Several usability findings lead directly to higher sales and increased customer loyalty. These design tactics should be your first priority when updating your website.
Email Newsletters
Email newsletters let you maintain a relationship with your customers that lasts beyond their visits to your site. The newsletter is the perfect website companion because it answers a different user need: newsletters keep customers informed and in touch with the company; websites give customers detailed information and let them perform business transactions.
Newsletters are fairly cheap. They require little technology and mustn’t be published too frequently. If you don’t have a newsletter, then publishing one is probably the single-highest ROI action you can take to improve your Internet presence.
Informative Product Pages
The product pages on e-commerce sites, marketing sites, and B2B sites all suffer from information deficit. It’s rare to see product descriptions that tell prospects everything they need to know to make a purchasing decision. Designing product pages according to user needs is a highly targeted way to encourage sales at a point where users have already indicated interest by virtue of visiting the page. You need detailed product information, but it must be written in a way that makes sense to people who aren’t experts in your field.
High-Quality Photography
One of the simplest ways to improve product pages is to show better photographs. For the hero shot at the top of the page, show the most representative photo in a small size. Below that, offer several additional photos that show different angles and close-up details. Using huge enlargements might seem to contradict the guideline about fast responce times for downloading Web pages. A great downside of the online medium is that people can’t touch and feel your products. But close-ups and quality photographs can still give users a good approximation of a product’s tactile qualities, and they are essential to making people feel good about buying online.

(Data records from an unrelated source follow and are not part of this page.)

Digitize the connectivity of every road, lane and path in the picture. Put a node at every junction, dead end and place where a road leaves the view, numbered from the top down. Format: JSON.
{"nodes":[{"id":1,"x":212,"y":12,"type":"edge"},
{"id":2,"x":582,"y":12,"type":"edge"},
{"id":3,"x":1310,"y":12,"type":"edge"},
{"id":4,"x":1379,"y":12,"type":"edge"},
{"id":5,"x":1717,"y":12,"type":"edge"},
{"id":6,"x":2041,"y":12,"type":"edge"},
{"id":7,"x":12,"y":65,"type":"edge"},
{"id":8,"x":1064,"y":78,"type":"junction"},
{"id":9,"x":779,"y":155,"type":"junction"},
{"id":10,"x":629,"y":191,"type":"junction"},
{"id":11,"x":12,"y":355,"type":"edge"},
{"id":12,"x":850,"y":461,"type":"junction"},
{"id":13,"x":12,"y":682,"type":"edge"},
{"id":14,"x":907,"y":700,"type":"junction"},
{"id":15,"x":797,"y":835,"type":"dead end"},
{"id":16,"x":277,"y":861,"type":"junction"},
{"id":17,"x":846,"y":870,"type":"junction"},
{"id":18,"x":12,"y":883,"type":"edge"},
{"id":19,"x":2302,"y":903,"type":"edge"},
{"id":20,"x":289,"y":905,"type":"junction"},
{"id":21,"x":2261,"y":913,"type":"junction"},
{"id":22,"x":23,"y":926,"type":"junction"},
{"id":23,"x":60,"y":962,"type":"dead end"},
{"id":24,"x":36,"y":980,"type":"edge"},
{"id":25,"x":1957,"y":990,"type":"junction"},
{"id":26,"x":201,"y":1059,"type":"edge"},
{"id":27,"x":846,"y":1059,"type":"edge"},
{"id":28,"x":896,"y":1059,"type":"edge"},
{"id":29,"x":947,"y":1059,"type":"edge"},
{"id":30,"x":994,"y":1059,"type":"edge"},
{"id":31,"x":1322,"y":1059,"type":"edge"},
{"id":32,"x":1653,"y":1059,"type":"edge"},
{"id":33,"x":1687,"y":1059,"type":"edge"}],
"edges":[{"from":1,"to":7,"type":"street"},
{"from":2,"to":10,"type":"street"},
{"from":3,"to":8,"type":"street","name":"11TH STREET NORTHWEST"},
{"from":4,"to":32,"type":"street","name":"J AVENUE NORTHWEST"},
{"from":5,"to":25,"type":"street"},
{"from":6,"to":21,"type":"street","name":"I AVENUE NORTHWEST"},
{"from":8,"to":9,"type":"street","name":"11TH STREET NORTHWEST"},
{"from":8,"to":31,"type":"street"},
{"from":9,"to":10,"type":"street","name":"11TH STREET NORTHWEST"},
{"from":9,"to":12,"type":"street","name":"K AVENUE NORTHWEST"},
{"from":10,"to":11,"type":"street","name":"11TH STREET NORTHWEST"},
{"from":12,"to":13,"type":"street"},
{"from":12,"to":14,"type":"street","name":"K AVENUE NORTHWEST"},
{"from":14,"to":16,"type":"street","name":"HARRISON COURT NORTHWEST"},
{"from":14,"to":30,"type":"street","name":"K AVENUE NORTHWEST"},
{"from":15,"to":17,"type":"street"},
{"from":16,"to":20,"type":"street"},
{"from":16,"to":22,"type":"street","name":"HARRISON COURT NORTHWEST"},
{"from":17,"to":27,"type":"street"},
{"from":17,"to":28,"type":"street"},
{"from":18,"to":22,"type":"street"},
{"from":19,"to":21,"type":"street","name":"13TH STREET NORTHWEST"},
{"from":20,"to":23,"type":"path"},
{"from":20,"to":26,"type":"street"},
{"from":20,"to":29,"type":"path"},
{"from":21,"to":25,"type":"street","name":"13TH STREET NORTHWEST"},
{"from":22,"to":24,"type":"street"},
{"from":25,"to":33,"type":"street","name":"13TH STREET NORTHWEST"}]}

Product Differentiation and Comparisons
You must soothe user fears about buying the wrong product, or they’ll postpone their purchases and probably never buy from your site. When you have multiple products in the same category, you must explain product differences so clearly that it’s obvious to people without industry expertise why they should buy one particular product over the others. Even if you have a small and clearly defined product line, you must make the differences blatantly obvious on your site. Comparison tools can also help users choose and thus overcome decision paralysis and facilitate sales. But such tools work well only when they illustrate key differences in a concise and unambiguous manner. Too often, websites take the easy way out and simply throw up a huge table of specifications without highlighting the points where products differ.
Simplified Text
You can usually double website or intranet usability simply by rewriting the text to follow the guidelines for online content. Better writing is probably the single most important improvement you can make to your site, but it appears fairly far down the top-10 list because it’s not a one-time fix. You must hire good writers for all your projects, trained them in writing for the Web, and have all of their content edited by even better editors who are even more knowledgeable about content usability.
Catering to Seniors
Older people are the fastest-growing segment of Internet users. In fact, they are virtually the only remaining growth market in rich countries, where most of the younger people who want to get online already have accounts. Many senior citizens are rich and have time on their hands. When it becomes difficult for them to get around, the Internet becomes a natural place for them to spend some of their vast piles of money. Seniors are also less into piracy and tend to be more loyal than fad-chasing young people. Best of all, you can take advantage of the fact that most websites discriminate horribly against older users. Even government websites that supposedly target retirees are designed according to guidelines for thirty-somethings. Because so many sites are hard for them to use, seniors will shower you with business if you’re the honorable exception who acknowledges their special needs.
Search
Maybe search shouldn’t be on this list; even though the benefits from improving it are immense, the required investment is fairly high — certainly higher than for the other redesign initiatives listed here. Thus, the cost/benefit ratio is not as stunningly favorable for search as it is for my other recommendations. It’s still favorable, though, so you should work on it.
Users increasingly depend on search as a primary interface to the Web. While search is getting fairly good for the Internet at large, it remains miserable on most websites and intranets.
Fixing your site’s search requires that you buy and install better search software, and then tune it for your content and user queries (by adapting the spell-checking suggestions, for example). Worse, you must fix your content so that it’s searchable. For example, you have to write meaningful page titles .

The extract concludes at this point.